In the fall of 1949 the older daughter started first grade in a two-room schoolhouse in Jackson, TN. After that, during the school year, they moved less often. John would commute home longer distances from work sites. Still, a typical school year included at least 4 and as many as 6 schools. In 1956 the job was in Scottsboro, Alabama. The oldest child was entering 8th grade, and the decision was made to stay there permanently, so that both children could complete the requirements of high school graduation. Over the years John and Ella had saved enough to send both children to college.
After retirement from TVA, they purchased a piece of hillside property and with the help of a good neighbor who owned a home construction company, they built a house. John returned to Pennsylvania and cut the cherry trees from the woods on the Beals farm, and had it cut into paneling and flooring. He bought and disassembled a two-story log house in Tennessee and transported it to the building site for reassembly.

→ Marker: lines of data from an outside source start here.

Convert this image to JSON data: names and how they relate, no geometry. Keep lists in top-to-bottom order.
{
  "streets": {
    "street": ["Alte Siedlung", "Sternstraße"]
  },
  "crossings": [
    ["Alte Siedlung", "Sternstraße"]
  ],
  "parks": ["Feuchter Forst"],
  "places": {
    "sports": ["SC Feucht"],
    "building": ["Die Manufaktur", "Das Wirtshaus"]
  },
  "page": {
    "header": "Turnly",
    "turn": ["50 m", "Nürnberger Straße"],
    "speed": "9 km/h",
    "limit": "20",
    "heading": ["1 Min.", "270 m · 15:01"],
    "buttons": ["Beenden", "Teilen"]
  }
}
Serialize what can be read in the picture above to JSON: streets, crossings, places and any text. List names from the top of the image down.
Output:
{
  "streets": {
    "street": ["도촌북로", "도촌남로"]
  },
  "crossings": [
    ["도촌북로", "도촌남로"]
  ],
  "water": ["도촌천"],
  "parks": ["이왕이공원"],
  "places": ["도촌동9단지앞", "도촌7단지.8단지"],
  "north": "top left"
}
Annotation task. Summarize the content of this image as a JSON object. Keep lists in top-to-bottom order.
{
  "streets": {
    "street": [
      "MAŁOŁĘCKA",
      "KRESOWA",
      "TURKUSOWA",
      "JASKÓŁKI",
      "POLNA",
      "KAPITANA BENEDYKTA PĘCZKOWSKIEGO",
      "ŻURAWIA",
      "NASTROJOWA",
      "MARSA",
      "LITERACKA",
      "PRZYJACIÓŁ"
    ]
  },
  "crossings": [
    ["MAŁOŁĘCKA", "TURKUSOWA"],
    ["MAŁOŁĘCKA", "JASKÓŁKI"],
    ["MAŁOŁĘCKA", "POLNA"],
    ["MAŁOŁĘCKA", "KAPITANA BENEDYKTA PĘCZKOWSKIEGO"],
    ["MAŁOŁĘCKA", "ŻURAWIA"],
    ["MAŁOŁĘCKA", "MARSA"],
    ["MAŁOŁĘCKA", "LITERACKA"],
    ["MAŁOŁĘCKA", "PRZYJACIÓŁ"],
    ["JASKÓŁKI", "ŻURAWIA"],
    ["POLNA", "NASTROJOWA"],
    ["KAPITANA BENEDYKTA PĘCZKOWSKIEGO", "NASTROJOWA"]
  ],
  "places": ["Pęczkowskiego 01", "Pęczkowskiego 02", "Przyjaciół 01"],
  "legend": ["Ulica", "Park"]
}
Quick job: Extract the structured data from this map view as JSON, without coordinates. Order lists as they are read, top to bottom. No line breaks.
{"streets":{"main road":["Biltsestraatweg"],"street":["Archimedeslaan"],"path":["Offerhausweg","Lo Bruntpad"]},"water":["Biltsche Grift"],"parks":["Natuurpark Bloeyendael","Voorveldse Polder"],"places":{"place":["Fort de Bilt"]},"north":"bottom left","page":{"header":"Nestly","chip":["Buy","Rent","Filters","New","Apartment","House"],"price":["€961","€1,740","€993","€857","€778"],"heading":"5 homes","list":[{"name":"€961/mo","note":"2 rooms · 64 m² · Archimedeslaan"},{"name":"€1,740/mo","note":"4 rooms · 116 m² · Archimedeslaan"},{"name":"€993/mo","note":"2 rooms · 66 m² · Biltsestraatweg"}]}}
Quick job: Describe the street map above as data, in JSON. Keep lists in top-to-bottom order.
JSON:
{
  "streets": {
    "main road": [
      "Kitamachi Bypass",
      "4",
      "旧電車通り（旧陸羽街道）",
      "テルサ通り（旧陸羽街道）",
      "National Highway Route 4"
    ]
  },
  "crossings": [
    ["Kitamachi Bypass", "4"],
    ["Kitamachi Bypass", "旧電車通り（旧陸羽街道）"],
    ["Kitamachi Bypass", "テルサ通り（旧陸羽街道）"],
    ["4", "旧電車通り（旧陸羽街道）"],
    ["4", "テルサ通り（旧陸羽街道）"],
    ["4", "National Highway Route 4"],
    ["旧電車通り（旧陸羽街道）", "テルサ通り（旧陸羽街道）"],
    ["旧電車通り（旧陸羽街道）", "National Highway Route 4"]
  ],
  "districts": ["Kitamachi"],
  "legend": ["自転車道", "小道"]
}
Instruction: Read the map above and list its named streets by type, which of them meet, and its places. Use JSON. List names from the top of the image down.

On both floors, a door opened at middle of house into what had been an open breezeway, but became an entryway and hall downstairs, and stair landing and hall upstairs. The doors opened onto porch and balcony that ran the length of the house. A stone fireplace anchored the living room. Cherry-wood floors and paneling warmed the dining room, which looked out over the valley. John added a laundry room beyond the kitchen, and a large garage. Upstairs three bedrooms provided for family visits and grandchildren. A "mountain" rose behind the house, and at the base of this ran a creek. In the creek's bottom land John planted a large garden, which he plowed with a tractor. Enough produce was frozen each summer to deliver freezer chests of vegetables to both the children's families. John removed the rear seat from an old Volkswagon, and would load it up with styrofoam chests full of frozen food, and drive to Wisconsin or North Carolina or wherever the children were living. His other hobby was refinishing old furniture, some of which he purchased over the years from locations where he worked. Other pieces were old family items from Pennsylvania. When his first grandchild was born, he delivered a handmade cherry cradle to California. The next year he refinished a chest of drawers with mirror for her, strapped it onto the roof of his VW, and drove it to Arizona. In the back seat area, he carried a handmade bookcase, ends the shape of a teddybear, made to fit a set of children's books.
In about 1982/83 John's health began deteriorating . He suffered from emphysema, caused by years of smoking Lucky Strike cigarettes, a habit begun when cigarettes were handed out to the soldiers in the army. His illness deteriorated with various complications, and he died at the VA Hospital in Birmingham, Alabama in May of 1985. His body was returned to Pennsylvania for burial.
He had two daughters, and four grandchildren, two of whom were adopted.